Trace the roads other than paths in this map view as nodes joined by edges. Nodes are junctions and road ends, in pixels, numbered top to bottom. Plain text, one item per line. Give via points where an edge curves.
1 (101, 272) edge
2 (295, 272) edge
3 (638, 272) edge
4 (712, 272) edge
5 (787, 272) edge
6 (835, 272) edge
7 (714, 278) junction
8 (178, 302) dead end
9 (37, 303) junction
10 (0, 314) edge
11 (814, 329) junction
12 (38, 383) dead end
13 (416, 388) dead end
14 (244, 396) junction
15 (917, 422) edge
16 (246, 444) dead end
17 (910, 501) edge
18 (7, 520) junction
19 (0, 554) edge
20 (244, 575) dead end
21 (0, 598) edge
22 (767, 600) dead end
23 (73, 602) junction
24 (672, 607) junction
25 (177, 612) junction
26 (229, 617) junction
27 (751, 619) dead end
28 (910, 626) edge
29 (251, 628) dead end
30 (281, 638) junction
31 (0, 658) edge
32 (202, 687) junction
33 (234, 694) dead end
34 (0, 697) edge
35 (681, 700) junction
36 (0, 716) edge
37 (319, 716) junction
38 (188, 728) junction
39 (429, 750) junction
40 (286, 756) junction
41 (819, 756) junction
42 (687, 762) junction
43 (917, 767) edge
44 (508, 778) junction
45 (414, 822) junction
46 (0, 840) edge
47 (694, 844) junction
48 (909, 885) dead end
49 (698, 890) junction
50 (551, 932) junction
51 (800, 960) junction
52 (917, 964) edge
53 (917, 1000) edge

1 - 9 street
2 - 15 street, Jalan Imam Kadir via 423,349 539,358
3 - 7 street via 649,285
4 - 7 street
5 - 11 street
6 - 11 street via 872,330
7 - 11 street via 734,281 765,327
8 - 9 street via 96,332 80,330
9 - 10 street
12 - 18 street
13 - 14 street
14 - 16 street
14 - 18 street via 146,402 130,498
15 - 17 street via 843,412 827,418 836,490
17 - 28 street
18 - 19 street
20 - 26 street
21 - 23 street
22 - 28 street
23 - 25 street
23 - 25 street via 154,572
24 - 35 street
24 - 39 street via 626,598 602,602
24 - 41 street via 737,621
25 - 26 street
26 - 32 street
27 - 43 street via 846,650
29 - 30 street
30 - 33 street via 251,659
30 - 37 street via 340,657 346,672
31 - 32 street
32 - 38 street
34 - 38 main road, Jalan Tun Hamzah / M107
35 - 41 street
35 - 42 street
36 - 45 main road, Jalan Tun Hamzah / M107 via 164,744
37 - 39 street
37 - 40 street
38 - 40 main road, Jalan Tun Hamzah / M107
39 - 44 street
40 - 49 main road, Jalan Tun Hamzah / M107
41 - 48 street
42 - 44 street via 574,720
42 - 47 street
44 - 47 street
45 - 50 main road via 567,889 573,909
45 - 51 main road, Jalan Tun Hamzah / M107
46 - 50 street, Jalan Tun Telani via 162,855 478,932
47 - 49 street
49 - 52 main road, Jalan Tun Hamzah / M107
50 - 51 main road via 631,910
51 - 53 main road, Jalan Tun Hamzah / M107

○ ○ ○ ○ ○ ○ ○

- **Your objective**
From the first line to the last, return the listing exactly.

- **Exercise result**
Trace the roads other than paths in this map view as nodes joined by edges. Nodes are junctions and road ends, in pixels, numbered top to bottom. Plain text, one item per line. Give via points where an edge curves.
1 (101, 272) edge
2 (295, 272) edge
3 (638, 272) edge
4 (712, 272) edge
5 (787, 272) edge
6 (835, 272) edge
7 (714, 278) junction
8 (178, 302) dead end
9 (37, 303) junction
10 (0, 314) edge
11 (814, 329) junction
12 (38, 383) dead end
13 (416, 388) dead end
14 (244, 396) junction
15 (917, 422) edge
16 (246, 444) dead end
17 (910, 501) edge
18 (7, 520) junction
19 (0, 554) edge
20 (244, 575) dead end
21 (0, 598) edge
22 (767, 600) dead end
23 (73, 602) junction
24 (672, 607) junction
25 (177, 612) junction
26 (229, 617) junction
27 (751, 619) dead end
28 (910, 626) edge
29 (251, 628) dead end
30 (281, 638) junction
31 (0, 658) edge
32 (202, 687) junction
33 (234, 694) dead end
34 (0, 697) edge
35 (681, 700) junction
36 (0, 716) edge
37 (319, 716) junction
38 (188, 728) junction
39 (429, 750) junction
40 (286, 756) junction
41 (819, 756) junction
42 (687, 762) junction
43 (917, 767) edge
44 (508, 778) junction
45 (414, 822) junction
46 (0, 840) edge
47 (694, 844) junction
48 (909, 885) dead end
49 (698, 890) junction
50 (551, 932) junction
51 (800, 960) junction
52 (917, 964) edge
53 (917, 1000) edge

1 - 9 street
2 - 15 street, Jalan Imam Kadir via 423,349 539,358
3 - 7 street via 649,285
4 - 7 street
5 - 11 street
6 - 11 street via 872,330
7 - 11 street via 734,281 765,327
8 - 9 street via 96,332 80,330
9 - 10 street
12 - 18 street
13 - 14 street
14 - 16 street
14 - 18 street via 146,402 130,498
15 - 17 street via 843,412 827,418 836,490
17 - 28 street
18 - 19 street
20 - 26 street
21 - 23 street
22 - 28 street
23 - 25 street
23 - 25 street via 154,572
24 - 35 street
24 - 39 street via 626,598 602,602
24 - 41 street via 737,621
25 - 26 street
26 - 32 street
27 - 43 street via 846,650
29 - 30 street
30 - 33 street via 251,659
30 - 37 street via 340,657 346,672
31 - 32 street
32 - 38 street
34 - 38 main road, Jalan Tun Hamzah / M107
35 - 41 street
35 - 42 street
36 - 45 main road, Jalan Tun Hamzah / M107 via 164,744
37 - 39 street
37 - 40 street
38 - 40 main road, Jalan Tun Hamzah / M107
39 - 44 street
40 - 49 main road, Jalan Tun Hamzah / M107
41 - 48 street
42 - 44 street via 574,720
42 - 47 street
44 - 47 street
45 - 50 main road via 567,889 573,909
45 - 51 main road, Jalan Tun Hamzah / M107
46 - 50 street, Jalan Tun Telani via 162,855 478,932
47 - 49 street
49 - 52 main road, Jalan Tun Hamzah / M107
50 - 51 main road via 631,910
51 - 53 main road, Jalan Tun Hamzah / M107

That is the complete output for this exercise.